--- Task objective ---
Set down the lines of the data exactly, starting at the first and stopping after the line containing "c.set_miter_limit(4)".

──────── Supplied data ────────

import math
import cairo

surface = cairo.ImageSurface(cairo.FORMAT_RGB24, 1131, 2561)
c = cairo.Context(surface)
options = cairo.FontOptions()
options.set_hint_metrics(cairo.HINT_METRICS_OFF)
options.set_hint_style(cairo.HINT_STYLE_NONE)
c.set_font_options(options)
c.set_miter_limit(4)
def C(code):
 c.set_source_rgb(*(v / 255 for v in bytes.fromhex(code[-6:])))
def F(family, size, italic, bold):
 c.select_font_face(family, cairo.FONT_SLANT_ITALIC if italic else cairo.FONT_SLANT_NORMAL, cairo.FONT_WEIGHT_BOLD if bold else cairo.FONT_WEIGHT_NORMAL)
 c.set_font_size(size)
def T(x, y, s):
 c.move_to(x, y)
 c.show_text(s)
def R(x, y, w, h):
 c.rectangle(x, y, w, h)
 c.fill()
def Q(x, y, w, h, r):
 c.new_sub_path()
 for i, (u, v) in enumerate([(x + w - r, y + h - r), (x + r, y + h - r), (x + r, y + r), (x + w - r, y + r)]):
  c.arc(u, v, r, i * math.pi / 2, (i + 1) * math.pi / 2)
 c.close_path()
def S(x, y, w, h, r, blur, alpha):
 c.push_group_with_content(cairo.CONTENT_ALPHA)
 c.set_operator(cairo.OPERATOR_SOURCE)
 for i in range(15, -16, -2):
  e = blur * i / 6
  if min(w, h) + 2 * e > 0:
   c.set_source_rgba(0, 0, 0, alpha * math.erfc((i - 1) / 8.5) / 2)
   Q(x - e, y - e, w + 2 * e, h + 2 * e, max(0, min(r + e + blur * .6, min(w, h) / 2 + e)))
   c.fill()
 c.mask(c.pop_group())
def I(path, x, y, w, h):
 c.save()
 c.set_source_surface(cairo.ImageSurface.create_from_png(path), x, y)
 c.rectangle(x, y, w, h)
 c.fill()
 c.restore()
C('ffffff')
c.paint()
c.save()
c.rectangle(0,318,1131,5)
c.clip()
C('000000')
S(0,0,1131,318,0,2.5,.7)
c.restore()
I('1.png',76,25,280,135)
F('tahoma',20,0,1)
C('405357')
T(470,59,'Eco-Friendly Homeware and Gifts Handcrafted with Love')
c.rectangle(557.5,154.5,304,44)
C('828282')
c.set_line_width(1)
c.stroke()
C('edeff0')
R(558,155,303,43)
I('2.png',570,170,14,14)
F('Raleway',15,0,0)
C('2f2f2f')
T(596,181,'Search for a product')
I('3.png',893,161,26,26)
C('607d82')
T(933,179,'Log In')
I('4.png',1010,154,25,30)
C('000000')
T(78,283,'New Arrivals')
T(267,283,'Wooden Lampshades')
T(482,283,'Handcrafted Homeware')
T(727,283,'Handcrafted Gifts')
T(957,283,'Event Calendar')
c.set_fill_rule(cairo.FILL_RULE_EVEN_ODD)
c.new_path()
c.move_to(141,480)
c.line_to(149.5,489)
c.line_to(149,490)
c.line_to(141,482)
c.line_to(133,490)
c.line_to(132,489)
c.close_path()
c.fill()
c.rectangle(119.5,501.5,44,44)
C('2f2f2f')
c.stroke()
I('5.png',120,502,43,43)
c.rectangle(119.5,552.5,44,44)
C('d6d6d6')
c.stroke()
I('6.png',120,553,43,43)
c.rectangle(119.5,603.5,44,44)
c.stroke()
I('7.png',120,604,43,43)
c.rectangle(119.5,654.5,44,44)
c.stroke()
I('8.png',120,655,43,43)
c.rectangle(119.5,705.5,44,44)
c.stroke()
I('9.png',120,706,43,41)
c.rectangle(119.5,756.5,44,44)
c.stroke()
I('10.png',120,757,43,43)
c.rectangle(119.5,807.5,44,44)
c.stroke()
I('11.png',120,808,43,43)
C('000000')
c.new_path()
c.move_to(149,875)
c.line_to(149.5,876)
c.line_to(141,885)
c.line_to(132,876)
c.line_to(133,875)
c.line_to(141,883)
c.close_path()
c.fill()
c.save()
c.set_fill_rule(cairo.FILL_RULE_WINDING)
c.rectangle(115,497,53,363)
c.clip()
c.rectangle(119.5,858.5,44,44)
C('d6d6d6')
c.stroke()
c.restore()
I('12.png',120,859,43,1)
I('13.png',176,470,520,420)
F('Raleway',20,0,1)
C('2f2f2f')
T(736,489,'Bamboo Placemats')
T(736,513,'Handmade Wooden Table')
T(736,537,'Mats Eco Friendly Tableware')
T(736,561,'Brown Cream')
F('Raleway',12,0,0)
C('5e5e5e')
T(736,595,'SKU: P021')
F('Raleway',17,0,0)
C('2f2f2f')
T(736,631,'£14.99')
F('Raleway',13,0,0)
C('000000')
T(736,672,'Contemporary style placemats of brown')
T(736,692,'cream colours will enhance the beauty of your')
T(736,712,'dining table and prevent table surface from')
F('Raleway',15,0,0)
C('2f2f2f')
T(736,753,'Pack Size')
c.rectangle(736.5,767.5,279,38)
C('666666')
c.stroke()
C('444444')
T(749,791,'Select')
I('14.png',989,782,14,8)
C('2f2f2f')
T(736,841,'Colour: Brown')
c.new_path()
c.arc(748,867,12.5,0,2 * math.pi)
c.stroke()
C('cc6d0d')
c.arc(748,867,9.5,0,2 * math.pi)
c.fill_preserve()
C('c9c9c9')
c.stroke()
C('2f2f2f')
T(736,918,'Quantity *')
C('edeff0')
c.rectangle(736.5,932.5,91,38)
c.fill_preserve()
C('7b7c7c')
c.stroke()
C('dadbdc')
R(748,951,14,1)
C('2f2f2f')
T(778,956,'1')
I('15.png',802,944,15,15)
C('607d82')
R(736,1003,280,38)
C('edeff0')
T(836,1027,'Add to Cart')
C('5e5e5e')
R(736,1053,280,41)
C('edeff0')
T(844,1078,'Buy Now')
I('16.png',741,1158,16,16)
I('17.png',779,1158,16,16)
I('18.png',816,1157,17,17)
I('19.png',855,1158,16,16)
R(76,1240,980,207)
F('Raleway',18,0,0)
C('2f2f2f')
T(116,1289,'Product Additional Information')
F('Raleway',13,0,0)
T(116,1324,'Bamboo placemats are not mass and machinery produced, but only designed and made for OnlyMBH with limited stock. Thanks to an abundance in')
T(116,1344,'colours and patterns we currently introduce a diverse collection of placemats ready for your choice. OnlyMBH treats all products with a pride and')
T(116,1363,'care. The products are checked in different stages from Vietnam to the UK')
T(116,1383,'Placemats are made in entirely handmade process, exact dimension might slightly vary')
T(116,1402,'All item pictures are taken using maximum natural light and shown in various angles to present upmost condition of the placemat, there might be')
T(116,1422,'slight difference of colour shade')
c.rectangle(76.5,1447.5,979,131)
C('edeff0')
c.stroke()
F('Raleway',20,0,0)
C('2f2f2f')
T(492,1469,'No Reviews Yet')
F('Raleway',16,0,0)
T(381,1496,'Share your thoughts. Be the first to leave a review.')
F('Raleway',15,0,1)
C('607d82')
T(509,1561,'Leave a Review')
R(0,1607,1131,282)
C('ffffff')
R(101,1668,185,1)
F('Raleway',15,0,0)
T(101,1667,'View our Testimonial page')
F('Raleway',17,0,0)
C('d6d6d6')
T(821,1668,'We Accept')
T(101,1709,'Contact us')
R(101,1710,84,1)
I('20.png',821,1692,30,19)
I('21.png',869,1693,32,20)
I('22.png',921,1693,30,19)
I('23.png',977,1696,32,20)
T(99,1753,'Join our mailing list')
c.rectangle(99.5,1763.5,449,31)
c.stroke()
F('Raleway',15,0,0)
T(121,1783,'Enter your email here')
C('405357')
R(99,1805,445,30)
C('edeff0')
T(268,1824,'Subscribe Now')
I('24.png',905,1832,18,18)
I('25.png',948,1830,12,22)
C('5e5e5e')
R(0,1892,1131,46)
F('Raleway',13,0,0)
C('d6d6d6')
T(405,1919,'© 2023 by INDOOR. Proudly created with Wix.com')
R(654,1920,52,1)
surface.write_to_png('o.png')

────────

--- Completed task ---
import math
import cairo

surface = cairo.ImageSurface(cairo.FORMAT_RGB24, 1131, 2561)
c = cairo.Context(surface)
options = cairo.FontOptions()
options.set_hint_metrics(cairo.HINT_METRICS_OFF)
options.set_hint_style(cairo.HINT_STYLE_NONE)
c.set_font_options(options)
c.set_miter_limit(4)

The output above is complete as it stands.